Suara Hati Sang CEO
Bab 3
"Sebenarnya Papa tak enak bicara seperti ini. tapi jika Papa melihat umurmu dan kelulusanmu Tadi Papa harus angkat bicara tentang semua ini. Papa berharap Sedari Dulu dan mama juga pasti berharap kau yang meneruskan usaha Papa. usaha Papa lumayan besar dan cukup menampung hidupmu hingga tua." ujar Aditya.
Tentu saja arsenio tahu tugasnya setelah lulus itu apa. pasti dia disuruh untuk melanjutkan usaha sang papa lebih tepatnya untuk menjadikannya Ceo Buana Crop.

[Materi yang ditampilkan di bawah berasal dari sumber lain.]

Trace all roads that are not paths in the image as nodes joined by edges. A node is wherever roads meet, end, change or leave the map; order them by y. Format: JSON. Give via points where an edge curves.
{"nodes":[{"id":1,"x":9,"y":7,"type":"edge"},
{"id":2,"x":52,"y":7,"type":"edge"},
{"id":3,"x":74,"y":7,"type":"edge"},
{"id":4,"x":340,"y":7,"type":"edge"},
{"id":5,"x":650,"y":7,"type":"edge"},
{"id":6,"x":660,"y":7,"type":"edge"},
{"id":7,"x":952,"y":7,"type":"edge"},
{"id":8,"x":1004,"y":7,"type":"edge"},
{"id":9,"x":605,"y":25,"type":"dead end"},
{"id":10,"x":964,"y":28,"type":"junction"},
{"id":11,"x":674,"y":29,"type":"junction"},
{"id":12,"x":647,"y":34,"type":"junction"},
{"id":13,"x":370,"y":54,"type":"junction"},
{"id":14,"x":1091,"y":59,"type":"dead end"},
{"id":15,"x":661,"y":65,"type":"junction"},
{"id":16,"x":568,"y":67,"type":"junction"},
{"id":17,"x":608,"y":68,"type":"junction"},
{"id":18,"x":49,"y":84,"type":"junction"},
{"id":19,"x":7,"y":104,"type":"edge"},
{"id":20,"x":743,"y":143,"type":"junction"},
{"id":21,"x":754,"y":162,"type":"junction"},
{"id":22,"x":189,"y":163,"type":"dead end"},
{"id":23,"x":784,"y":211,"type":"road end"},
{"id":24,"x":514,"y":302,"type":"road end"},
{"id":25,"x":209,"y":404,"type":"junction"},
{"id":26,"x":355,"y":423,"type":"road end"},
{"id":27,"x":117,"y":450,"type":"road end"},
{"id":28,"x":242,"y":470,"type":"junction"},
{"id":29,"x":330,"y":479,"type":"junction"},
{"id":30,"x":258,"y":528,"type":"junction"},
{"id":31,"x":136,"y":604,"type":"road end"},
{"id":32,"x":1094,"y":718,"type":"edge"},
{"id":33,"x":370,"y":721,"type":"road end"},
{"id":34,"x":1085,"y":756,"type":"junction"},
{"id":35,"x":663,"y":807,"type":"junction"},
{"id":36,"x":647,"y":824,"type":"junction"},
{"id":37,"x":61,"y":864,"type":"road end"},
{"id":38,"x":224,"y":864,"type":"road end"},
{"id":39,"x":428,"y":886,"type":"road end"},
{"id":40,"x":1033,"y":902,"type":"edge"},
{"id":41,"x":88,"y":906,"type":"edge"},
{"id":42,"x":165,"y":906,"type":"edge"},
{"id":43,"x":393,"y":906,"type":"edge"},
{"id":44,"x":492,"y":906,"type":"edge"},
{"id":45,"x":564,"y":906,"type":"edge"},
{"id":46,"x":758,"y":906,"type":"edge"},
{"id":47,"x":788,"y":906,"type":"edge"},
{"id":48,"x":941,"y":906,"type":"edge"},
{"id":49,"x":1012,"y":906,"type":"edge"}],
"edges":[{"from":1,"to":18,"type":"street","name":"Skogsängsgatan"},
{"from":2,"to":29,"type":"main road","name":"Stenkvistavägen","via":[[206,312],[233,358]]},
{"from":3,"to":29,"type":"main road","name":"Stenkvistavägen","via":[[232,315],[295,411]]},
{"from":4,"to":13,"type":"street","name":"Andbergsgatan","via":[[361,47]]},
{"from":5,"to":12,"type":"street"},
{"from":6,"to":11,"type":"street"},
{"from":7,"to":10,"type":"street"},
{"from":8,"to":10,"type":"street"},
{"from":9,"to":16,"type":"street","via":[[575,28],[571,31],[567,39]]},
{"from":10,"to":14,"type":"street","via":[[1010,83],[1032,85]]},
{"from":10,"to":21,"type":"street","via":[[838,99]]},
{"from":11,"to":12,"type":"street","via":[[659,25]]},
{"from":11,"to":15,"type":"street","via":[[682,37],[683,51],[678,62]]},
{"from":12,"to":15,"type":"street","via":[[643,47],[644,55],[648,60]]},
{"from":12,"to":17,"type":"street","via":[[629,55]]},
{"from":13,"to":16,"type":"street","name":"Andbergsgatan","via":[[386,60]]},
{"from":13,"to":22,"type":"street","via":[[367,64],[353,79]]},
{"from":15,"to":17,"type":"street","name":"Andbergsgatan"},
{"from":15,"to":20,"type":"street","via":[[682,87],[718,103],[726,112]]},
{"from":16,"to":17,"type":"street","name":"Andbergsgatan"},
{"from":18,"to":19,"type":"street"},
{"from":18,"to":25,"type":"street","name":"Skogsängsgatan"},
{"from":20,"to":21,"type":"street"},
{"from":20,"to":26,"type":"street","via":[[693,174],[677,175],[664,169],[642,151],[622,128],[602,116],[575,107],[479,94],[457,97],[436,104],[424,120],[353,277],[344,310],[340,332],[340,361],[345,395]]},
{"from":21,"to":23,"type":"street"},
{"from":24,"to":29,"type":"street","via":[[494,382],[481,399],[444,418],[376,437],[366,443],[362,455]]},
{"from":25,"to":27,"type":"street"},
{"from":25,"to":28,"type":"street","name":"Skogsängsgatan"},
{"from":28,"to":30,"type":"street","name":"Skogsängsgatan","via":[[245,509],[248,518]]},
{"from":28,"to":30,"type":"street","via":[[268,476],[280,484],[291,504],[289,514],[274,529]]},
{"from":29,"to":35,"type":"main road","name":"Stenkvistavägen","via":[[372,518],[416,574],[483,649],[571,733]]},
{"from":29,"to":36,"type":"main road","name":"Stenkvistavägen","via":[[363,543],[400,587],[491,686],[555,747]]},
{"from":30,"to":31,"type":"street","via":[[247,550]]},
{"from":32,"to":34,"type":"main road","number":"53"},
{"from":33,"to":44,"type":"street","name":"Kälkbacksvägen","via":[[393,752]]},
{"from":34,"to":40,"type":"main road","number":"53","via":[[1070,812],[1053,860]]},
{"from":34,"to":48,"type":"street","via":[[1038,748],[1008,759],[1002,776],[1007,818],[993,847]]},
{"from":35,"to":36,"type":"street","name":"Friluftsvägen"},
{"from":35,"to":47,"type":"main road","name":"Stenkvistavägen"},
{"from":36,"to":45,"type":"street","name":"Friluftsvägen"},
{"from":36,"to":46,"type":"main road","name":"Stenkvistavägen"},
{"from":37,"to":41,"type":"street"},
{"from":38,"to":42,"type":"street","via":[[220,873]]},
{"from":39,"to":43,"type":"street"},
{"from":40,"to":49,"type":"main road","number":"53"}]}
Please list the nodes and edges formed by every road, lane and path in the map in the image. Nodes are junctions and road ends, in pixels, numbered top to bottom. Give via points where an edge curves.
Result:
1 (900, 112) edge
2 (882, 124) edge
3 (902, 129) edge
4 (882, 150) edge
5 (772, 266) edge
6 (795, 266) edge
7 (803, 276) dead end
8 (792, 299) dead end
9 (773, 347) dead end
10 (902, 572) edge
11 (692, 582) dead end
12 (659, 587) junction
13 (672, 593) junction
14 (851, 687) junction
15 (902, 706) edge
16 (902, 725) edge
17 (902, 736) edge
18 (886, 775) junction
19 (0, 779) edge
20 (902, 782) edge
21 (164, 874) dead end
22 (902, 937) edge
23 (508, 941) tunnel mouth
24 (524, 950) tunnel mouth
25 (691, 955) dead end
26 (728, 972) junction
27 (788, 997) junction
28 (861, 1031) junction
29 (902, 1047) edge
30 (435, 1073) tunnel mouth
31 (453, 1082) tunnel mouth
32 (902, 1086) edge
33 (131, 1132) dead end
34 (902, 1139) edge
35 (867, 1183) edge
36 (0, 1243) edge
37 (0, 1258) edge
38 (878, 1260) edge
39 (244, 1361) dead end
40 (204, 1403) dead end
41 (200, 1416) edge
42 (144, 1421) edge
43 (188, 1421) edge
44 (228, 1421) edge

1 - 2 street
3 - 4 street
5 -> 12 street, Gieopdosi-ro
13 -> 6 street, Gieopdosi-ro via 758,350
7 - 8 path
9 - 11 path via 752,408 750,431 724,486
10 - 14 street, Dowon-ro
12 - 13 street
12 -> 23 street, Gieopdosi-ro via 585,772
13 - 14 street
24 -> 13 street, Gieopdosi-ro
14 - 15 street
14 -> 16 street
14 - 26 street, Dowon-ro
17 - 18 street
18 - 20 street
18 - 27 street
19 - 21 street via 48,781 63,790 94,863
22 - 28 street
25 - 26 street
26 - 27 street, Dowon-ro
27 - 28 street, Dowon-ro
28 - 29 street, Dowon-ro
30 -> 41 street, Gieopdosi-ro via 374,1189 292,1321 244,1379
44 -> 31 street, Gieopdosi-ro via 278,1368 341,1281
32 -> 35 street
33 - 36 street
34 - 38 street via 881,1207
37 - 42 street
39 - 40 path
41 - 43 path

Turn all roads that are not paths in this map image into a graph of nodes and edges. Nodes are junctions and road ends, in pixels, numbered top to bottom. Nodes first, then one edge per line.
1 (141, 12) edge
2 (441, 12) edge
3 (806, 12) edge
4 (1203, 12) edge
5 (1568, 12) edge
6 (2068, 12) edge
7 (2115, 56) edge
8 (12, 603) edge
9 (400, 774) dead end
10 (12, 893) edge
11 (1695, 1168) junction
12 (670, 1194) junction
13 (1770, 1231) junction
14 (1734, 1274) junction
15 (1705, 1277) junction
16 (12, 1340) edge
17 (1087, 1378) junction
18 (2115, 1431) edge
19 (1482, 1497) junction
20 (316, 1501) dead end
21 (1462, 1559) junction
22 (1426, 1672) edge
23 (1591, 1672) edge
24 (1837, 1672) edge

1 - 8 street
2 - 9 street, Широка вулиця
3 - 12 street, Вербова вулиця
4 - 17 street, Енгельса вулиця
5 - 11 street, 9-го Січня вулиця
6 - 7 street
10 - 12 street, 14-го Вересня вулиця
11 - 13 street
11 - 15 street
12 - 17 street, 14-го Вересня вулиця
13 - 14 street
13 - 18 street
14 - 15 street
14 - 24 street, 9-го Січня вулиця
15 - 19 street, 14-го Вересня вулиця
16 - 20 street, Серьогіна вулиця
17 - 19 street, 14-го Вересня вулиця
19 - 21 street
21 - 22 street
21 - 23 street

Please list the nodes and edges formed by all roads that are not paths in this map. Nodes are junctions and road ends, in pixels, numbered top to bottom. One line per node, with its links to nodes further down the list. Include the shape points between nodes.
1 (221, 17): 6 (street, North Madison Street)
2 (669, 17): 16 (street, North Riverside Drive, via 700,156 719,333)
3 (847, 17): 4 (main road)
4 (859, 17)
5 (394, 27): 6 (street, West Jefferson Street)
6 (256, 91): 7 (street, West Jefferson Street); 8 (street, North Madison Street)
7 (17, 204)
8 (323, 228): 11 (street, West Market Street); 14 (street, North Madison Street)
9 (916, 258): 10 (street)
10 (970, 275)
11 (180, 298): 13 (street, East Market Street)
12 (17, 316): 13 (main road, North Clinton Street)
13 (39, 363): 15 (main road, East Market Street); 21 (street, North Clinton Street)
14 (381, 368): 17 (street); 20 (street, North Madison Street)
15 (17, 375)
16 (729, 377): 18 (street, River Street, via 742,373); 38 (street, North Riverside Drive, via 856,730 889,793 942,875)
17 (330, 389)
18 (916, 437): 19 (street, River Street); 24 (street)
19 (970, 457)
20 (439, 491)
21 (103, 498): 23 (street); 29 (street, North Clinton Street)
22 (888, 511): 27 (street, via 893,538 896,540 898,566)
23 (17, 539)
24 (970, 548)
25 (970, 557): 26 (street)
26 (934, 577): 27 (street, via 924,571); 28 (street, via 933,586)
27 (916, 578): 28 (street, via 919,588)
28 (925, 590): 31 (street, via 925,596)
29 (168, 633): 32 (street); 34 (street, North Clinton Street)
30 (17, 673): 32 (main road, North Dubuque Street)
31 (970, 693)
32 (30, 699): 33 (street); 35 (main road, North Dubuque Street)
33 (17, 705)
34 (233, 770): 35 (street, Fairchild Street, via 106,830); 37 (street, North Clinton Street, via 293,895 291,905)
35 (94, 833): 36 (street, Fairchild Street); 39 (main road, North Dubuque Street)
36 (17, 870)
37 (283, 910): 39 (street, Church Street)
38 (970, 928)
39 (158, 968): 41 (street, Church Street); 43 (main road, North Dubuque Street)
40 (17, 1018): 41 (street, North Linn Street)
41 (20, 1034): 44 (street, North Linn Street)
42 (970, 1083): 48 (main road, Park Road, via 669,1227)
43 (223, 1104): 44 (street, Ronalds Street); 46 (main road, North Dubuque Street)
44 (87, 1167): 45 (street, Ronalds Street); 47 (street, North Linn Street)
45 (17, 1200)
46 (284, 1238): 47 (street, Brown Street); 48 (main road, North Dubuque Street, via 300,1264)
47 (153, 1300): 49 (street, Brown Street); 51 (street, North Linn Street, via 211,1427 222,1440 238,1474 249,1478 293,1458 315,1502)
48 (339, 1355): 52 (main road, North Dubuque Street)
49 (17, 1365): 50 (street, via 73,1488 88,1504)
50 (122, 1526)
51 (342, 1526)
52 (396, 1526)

Aditya tersenyum lalu mengangguk, mereka membahas seputar kantor lalu membahas juga tentang beberapa hal yang perlu dibahas di antara mereka. intinya mereka sedang merencanakan rasanya. dengan sedikit candaan dan tawa mereka sebenarnya adalah orang-orang hangat yang kehilangan pelanginya sendiri. mereka akan dingin di luar tapi jika disatukan kembali mereka akan sangat hangat seperti keadaannya Jika masih ada.
*****
Raihana Calistya Zianisa. Biasa dipanggil Hana. Hana adalah wanita Mandiri, dia memang terlahir dari keluarga yang cukup mapan tapi dia tidak mau memperalat kekuasaan keluarganya. dia berjuang sendiri dari nol sehingga bisa bersanding dengan derajat orang tuanya. kini Hana adalah sekretaris dari salah satu perusahaan terbesar yaitu Buana robb. dia menjabat Sekretaris sekitar setengah tahun Karena setelah lulus dia langsung dipanggil oleh perusahaan tersebut untuk menjadi sekretaris.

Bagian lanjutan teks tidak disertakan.